“He wasn’t even paying attention,” said Sid Mills in disgust. “That’s how they all are.” Mills, a Yakama Indian, had withdrawn from the U.S. Army to remain in Washington and fight for treaty rights. He married Billy’s niece, Suzette. On the morning of the invasion, hundreds of Indians walked the beaches, scaled bluffs, and stormed the compound. Bob Satiacum, a Puyallup Indian, read the proclamation: “We, the Native Americans, reclaim the land known as Fort Lawton, in the name of all American Indians by right of discovery.”
In no time, the 392nd Military Police Company arrived. “Move in and take them away!” hollered an M.P. sergeant.
“The army closed in on scattered groups of Indians,” Billy says. “Women were knocked to the ground. Men were clubbed. Cameras were smashed. Movie film and tapes were destroyed. Sixty-four people, the youngest of them three years old, were held all day in two cells.”
Once again, tribal fishermen drew Hollywood. Just the night before, actress Jane Fonda announced to Johnny Carson and late night television that she would use her celebrity to help coastal fishermen reassert their treaty rights.
After a visit to Frank’s Landing, Fonda was whisked off first to Fort Lawton and then to Fort Lewis, the site of a second invasion. In the aftermath of the occupations, Indians leveled stinging accusations against military police, describing beatings that took place behind bars. The U.S. Army insisted the only time any “military person touched anyone was to help them off the post.” But a newsman witnessed one young Indian who was shoved against a desk. Fonda and eighty-four Indians received letters from the army expelling them from the post.
One week later demonstrators returned to Fort Lawton. Again, they walked the beaches, climbed the bluffs, and lit a fire as the sun rose. “If you read me, listen,” Whitebear ordered over his walkie-talkie. “We are in position on the Fort Lawton Indian Reservation. We have erected a teepee, started a fire and about 50 of us are waiting for the MPs to arrive.”
A handkerchief rose in the air as a flag of truce. “The colonel says he has 30,000 troops at his disposal and he will call them if necessary,” Gary Bray told the crowd.
“Let him!” someone shouted in return.
“It was a little terrifying when I saw them white helmets come,” Sugar says. “I kind of got scared. And then after I realized they were just going to arrest us, not actually beat us, I kind of calmed down and just listened to Alison [Bridges].”
“Just lay down and make them pack you!” Alison urged.
“We just hugged each other and laid down so we made them work,” says Sugar. “They didn’t even handcuff us. They just put us on a bus and they took us to their jail.”
“The Indians were defeated once again by the United States Army,” Billy says.
The invasions at Fort Lawton and Fort Lewis intrigued journalists across the world. One call came from the Italian News Agency: “‘Is it true that you have twelve thousand Indians living in your city?’” asked a journalist in bewilderment. “‘How do they get along with everybody else?’ They are everybody else,” he was told.
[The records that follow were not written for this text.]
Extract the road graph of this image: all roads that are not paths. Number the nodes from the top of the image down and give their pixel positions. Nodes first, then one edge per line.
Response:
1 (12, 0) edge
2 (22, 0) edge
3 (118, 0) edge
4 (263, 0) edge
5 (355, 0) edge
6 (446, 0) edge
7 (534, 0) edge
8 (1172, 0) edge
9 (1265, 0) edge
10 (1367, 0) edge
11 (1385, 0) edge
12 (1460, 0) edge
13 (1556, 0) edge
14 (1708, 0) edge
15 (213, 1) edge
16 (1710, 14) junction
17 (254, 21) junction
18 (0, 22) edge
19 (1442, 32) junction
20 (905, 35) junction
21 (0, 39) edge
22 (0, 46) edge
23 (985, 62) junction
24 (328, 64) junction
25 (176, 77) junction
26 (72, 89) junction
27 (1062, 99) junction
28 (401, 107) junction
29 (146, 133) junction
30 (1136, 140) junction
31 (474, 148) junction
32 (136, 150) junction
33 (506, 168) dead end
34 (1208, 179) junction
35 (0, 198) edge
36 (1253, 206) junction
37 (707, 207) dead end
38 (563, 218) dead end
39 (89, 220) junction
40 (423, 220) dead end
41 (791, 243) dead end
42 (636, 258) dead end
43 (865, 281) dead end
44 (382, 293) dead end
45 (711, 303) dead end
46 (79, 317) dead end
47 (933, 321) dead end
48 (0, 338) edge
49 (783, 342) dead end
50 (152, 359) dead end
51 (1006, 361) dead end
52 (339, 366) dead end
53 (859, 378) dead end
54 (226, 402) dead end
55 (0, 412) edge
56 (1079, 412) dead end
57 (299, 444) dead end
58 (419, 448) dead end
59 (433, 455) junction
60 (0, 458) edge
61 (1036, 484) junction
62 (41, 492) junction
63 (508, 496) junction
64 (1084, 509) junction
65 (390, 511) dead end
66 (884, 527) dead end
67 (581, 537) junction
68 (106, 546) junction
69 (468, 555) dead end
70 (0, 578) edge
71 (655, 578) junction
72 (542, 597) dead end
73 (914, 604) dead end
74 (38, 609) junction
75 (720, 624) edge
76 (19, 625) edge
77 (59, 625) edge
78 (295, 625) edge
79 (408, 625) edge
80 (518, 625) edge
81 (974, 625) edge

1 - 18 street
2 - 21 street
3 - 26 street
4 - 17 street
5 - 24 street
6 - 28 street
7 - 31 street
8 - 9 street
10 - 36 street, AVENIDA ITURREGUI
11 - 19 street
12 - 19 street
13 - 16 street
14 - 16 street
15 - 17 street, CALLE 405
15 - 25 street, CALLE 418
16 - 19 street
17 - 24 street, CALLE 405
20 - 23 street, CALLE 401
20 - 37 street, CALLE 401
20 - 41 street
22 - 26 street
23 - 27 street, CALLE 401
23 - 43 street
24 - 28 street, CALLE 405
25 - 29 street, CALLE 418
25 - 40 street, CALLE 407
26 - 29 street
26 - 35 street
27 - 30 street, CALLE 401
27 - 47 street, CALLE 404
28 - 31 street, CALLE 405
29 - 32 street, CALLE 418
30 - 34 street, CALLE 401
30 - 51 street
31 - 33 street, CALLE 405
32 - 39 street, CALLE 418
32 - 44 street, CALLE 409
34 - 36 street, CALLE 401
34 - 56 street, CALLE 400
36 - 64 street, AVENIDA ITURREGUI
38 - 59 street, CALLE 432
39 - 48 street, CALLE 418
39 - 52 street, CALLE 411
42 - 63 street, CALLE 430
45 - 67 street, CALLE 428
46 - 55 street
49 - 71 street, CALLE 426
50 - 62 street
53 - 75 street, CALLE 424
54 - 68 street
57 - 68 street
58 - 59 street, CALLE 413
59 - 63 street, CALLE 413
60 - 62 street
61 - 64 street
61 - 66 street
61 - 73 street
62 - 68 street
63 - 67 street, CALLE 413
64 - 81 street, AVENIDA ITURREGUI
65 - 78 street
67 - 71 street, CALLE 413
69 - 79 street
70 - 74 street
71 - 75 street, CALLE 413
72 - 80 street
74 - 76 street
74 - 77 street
Protests continued at the fort until the government agreed to negotiate a land deal. Days before Halloween in 1973, Jackson dedicated Discovery Park to the British sloop hms Discovery that explored Puget Sound in the eighteenth century. “The whole country owes you a debt of gratitude,” Jackson told the crowd. The city of Seattle, Native Americans, and the federal government signed a ninety-nine-year lease to construct a center to promote Indian culture, heritage, and education. In May 1977, the Daybreak Star Indian Cultural Center at Discovery Park opened its doors.
As takeovers continued in 1970, tragedy struck the family, with the death of Valerie Bridges, Billy’s niece. Billy and Valerie shared a passion for the Nisqually River. She had grown up at Frank’s Landing—swimming, fishing, and watching Billy’s children—and was considered an expert swimmer. One May afternoon she lingered after a swim with her sister Alison, following a long day planting bare-root seedlings for an industrial tree farm.